[Stored data entries]
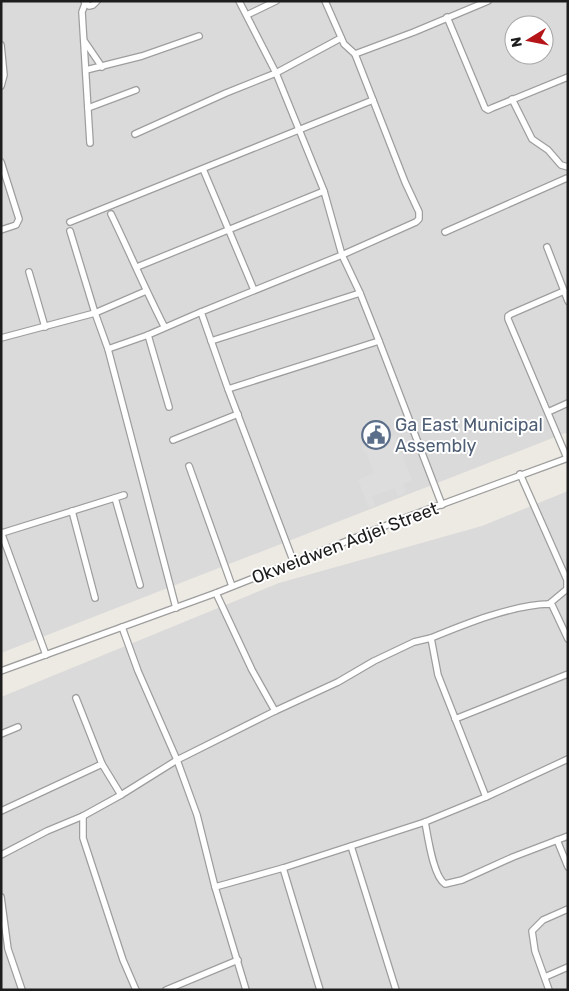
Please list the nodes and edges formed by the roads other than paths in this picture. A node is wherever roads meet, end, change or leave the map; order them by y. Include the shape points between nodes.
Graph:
1 (98, 1) edge
2 (239, 1) edge
3 (276, 1) edge
4 (325, 1) edge
5 (488, 1) edge
6 (84, 3) edge
7 (247, 15) junction
8 (447, 17) junction
9 (200, 36) dead end
10 (341, 38) junction
11 (84, 40) junction
12 (1, 45) edge
13 (2, 54) edge
14 (355, 54) junction
15 (102, 67) junction
16 (86, 70) junction
17 (276, 74) junction
18 (568, 77) edge
19 (1, 86) edge
20 (136, 90) dead end
21 (512, 99) junction
22 (373, 100) junction
23 (88, 108) junction
24 (300, 131) junction
25 (135, 134) dead end
26 (90, 144) dead end
27 (1, 162) edge
28 (568, 167) edge
29 (203, 169) junction
30 (568, 177) edge
31 (324, 191) junction
32 (111, 214) dead end
33 (70, 222) dead end
34 (229, 229) junction
35 (1, 230) edge
36 (70, 231) dead end
37 (445, 232) dead end
38 (547, 247) dead end
39 (342, 255) junction
40 (137, 267) junction
41 (29, 272) dead end
42 (254, 290) junction
43 (146, 291) junction
44 (564, 291) junction
45 (360, 293) junction
46 (568, 301) edge
47 (201, 312) junction
48 (95, 313) junction
49 (164, 326) junction
50 (45, 327) junction
51 (148, 335) junction
52 (1, 338) edge
53 (211, 341) junction
54 (379, 341) junction
55 (108, 348) junction
56 (228, 389) junction
57 (568, 403) edge
58 (169, 407) dead end
59 (548, 412) junction
60 (238, 414) junction
61 (173, 440) dead end
62 (567, 458) edge
63 (189, 466) dead end
64 (520, 474) junction
65 (124, 496) dead end
66 (115, 498) junction
67 (442, 505) junction
68 (72, 511) junction
69 (1, 533) edge
70 (294, 563) junction
71 (140, 585) dead end
72 (232, 586) junction
73 (216, 593) junction
74 (95, 598) dead end
75 (549, 604) junction
76 (176, 608) junction
77 (122, 628) junction
78 (430, 638) junction
79 (568, 638) edge
80 (46, 655) junction
81 (1, 671) edge
82 (568, 674) edge
83 (76, 698) dead end
84 (275, 711) junction
85 (455, 720) junction
86 (18, 727) dead end
87 (1, 734) edge
88 (177, 760) junction
89 (568, 760) edge
90 (102, 764) junction
91 (121, 795) junction
92 (486, 797) junction
93 (1, 811) edge
94 (83, 816) junction
95 (425, 822) junction
96 (568, 836) edge
97 (557, 840) junction
98 (351, 846) junction
99 (1, 855) edge
100 (568, 867) edge
101 (283, 868) junction
102 (215, 887) junction
103 (1, 898) edge
104 (568, 909) edge
105 (2, 910) edge
106 (238, 960) junction
107 (568, 967) edge
108 (544, 976) junction
109 (22, 990) edge
110 (136, 990) edge
111 (166, 990) edge
112 (246, 990) edge
113 (320, 990) edge
114 (396, 990) edge
115 (549, 990) edge

1 - 6 street via 93,5
2 - 7 street
3 - 7 street
4 - 10 street
5 - 8 street
6 - 11 street
7 - 17 street
8 - 14 street
8 - 21 street via 485,108 488,110
9 - 15 street
10 - 14 street
10 - 17 street
11 - 15 street
11 - 16 street
12 - 13 street
13 - 19 street via 4,75
14 - 22 street
15 - 16 street
16 - 23 street
17 - 24 street
17 - 25 street
18 - 21 street
20 - 23 street
21 - 28 street via 532,139 561,165
22 - 24 street
22 - 39 street via 420,217 416,222
23 - 26 street
24 - 29 street
24 - 31 street
27 - 35 street via 19,219 16,225
29 - 33 street
29 - 34 street
30 - 37 street
31 - 34 street
31 - 39 street
32 - 40 street
34 - 40 street
34 - 42 street
36 - 48 street
38 - 44 street
39 - 42 street
39 - 45 street
40 - 43 street
41 - 50 street
42 - 47 street
43 - 48 street
43 - 49 street
44 - 46 street
44 - 59 street via 508,316
45 - 53 street
45 - 54 street
47 - 49 street
47 - 53 street
48 - 50 street
48 - 55 street
49 - 51 street
50 - 52 street
51 - 55 street
51 - 58 street
53 - 56 street
54 - 56 street
54 - 67 street
55 - 76 street
56 - 60 street
57 - 59 street
59 - 62 street
60 - 61 street
60 - 70 street
62 - 64 street, Okweidwen Adjei Street
63 - 72 street
64 - 67 street, Okweidwen Adjei Street
64 - 75 street via 567,580 567,589
65 - 66 street
66 - 68 street
66 - 71 street
67 - 70 street, Okweidwen Adjei Street
68 - 69 street
68 - 74 street
69 - 80 street
70 - 72 street, Okweidwen Adjei Street
72 - 73 street, Okweidwen Adjei Street
73 - 76 street, Okweidwen Adjei Street
73 - 84 street
75 - 78 street via 477,619
75 - 79 street
76 - 77 street, Okweidwen Adjei Street
77 - 80 street, Okweidwen Adjei Street
77 - 88 street
78 - 84 street via 414,642
78 - 85 street via 438,675
80 - 81 street, Okweidwen Adjei Street
82 - 85 street
83 - 90 street
84 - 88 street
85 - 92 street
86 - 87 street
88 - 91 street
88 - 102 street via 197,815
89 - 92 street
90 - 91 street
90 - 93 street
91 - 94 street
92 - 95 street
94 - 99 street
94 - 110 street via 83,838
95 - 97 street via 434,864 445,884
95 - 98 street
96 - 97 street
97 - 100 street
98 - 101 street
98 - 114 street
101 - 102 street
101 - 113 street
102 - 106 street
103 - 105 street
104 - 108 street via 543,920 532,931
105 - 109 street via 8,949
106 - 111 street
106 - 112 street
107 - 108 street
108 - 115 street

▸ **What the task asks**
All entries above must be duplicated exactly; please omit any picture they hold.

▸ **Exercise answer**
Please list the nodes and edges formed by the roads other than paths in this picture. A node is wherever roads meet, end, change or leave the map; order them by y. Include the shape points between nodes.
Graph:
1 (98, 1) edge
2 (239, 1) edge
3 (276, 1) edge
4 (325, 1) edge
5 (488, 1) edge
6 (84, 3) edge
7 (247, 15) junction
8 (447, 17) junction
9 (200, 36) dead end
10 (341, 38) junction
11 (84, 40) junction
12 (1, 45) edge
13 (2, 54) edge
14 (355, 54) junction
15 (102, 67) junction
16 (86, 70) junction
17 (276, 74) junction
18 (568, 77) edge
19 (1, 86) edge
20 (136, 90) dead end
21 (512, 99) junction
22 (373, 100) junction
23 (88, 108) junction
24 (300, 131) junction
25 (135, 134) dead end
26 (90, 144) dead end
27 (1, 162) edge
28 (568, 167) edge
29 (203, 169) junction
30 (568, 177) edge
31 (324, 191) junction
32 (111, 214) dead end
33 (70, 222) dead end
34 (229, 229) junction
35 (1, 230) edge
36 (70, 231) dead end
37 (445, 232) dead end
38 (547, 247) dead end
39 (342, 255) junction
40 (137, 267) junction
41 (29, 272) dead end
42 (254, 290) junction
43 (146, 291) junction
44 (564, 291) junction
45 (360, 293) junction
46 (568, 301) edge
47 (201, 312) junction
48 (95, 313) junction
49 (164, 326) junction
50 (45, 327) junction
51 (148, 335) junction
52 (1, 338) edge
53 (211, 341) junction
54 (379, 341) junction
55 (108, 348) junction
56 (228, 389) junction
57 (568, 403) edge
58 (169, 407) dead end
59 (548, 412) junction
60 (238, 414) junction
61 (173, 440) dead end
62 (567, 458) edge
63 (189, 466) dead end
64 (520, 474) junction
65 (124, 496) dead end
66 (115, 498) junction
67 (442, 505) junction
68 (72, 511) junction
69 (1, 533) edge
70 (294, 563) junction
71 (140, 585) dead end
72 (232, 586) junction
73 (216, 593) junction
74 (95, 598) dead end
75 (549, 604) junction
76 (176, 608) junction
77 (122, 628) junction
78 (430, 638) junction
79 (568, 638) edge
80 (46, 655) junction
81 (1, 671) edge
82 (568, 674) edge
83 (76, 698) dead end
84 (275, 711) junction
85 (455, 720) junction
86 (18, 727) dead end
87 (1, 734) edge
88 (177, 760) junction
89 (568, 760) edge
90 (102, 764) junction
91 (121, 795) junction
92 (486, 797) junction
93 (1, 811) edge
94 (83, 816) junction
95 (425, 822) junction
96 (568, 836) edge
97 (557, 840) junction
98 (351, 846) junction
99 (1, 855) edge
100 (568, 867) edge
101 (283, 868) junction
102 (215, 887) junction
103 (1, 898) edge
104 (568, 909) edge
105 (2, 910) edge
106 (238, 960) junction
107 (568, 967) edge
108 (544, 976) junction
109 (22, 990) edge
110 (136, 990) edge
111 (166, 990) edge
112 (246, 990) edge
113 (320, 990) edge
114 (396, 990) edge
115 (549, 990) edge

1 - 6 street via 93,5
2 - 7 street
3 - 7 street
4 - 10 street
5 - 8 street
6 - 11 street
7 - 17 street
8 - 14 street
8 - 21 street via 485,108 488,110
9 - 15 street
10 - 14 street
10 - 17 street
11 - 15 street
11 - 16 street
12 - 13 street
13 - 19 street via 4,75
14 - 22 street
15 - 16 street
16 - 23 street
17 - 24 street
17 - 25 street
18 - 21 street
20 - 23 street
21 - 28 street via 532,139 561,165
22 - 24 street
22 - 39 street via 420,217 416,222
23 - 26 street
24 - 29 street
24 - 31 street
27 - 35 street via 19,219 16,225
29 - 33 street
29 - 34 street
30 - 37 street
31 - 34 street
31 - 39 street
32 - 40 street
34 - 40 street
34 - 42 street
36 - 48 street
38 - 44 street
39 - 42 street
39 - 45 street
40 - 43 street
41 - 50 street
42 - 47 street
43 - 48 street
43 - 49 street
44 - 46 street
44 - 59 street via 508,316
45 - 53 street
45 - 54 street
47 - 49 street
47 - 53 street
48 - 50 street
48 - 55 street
49 - 51 street
50 - 52 street
51 - 55 street
51 - 58 street
53 - 56 street
54 - 56 street
54 - 67 street
55 - 76 street
56 - 60 street
57 - 59 street
59 - 62 street
60 - 61 street
60 - 70 street
62 - 64 street, Okweidwen Adjei Street
63 - 72 street
64 - 67 street, Okweidwen Adjei Street
64 - 75 street via 567,580 567,589
65 - 66 street
66 - 68 street
66 - 71 street
67 - 70 street, Okweidwen Adjei Street
68 - 69 street
68 - 74 street
69 - 80 street
70 - 72 street, Okweidwen Adjei Street
72 - 73 street, Okweidwen Adjei Street
73 - 76 street, Okweidwen Adjei Street
73 - 84 street
75 - 78 street via 477,619
75 - 79 street
76 - 77 street, Okweidwen Adjei Street
77 - 80 street, Okweidwen Adjei Street
77 - 88 street
78 - 84 street via 414,642
78 - 85 street via 438,675
80 - 81 street, Okweidwen Adjei Street
82 - 85 street
83 - 90 street
84 - 88 street
85 - 92 street
86 - 87 street
88 - 91 street
88 - 102 street via 197,815
89 - 92 street
90 - 91 street
90 - 93 street
91 - 94 street
92 - 95 street
94 - 99 street
94 - 110 street via 83,838
95 - 97 street via 434,864 445,884
95 - 98 street
96 - 97 street
97 - 100 street
98 - 101 street
98 - 114 street
101 - 102 street
101 - 113 street
102 - 106 street
103 - 105 street
104 - 108 street via 543,920 532,931
105 - 109 street via 8,949
106 - 111 street
106 - 112 street
107 - 108 street
108 - 115 street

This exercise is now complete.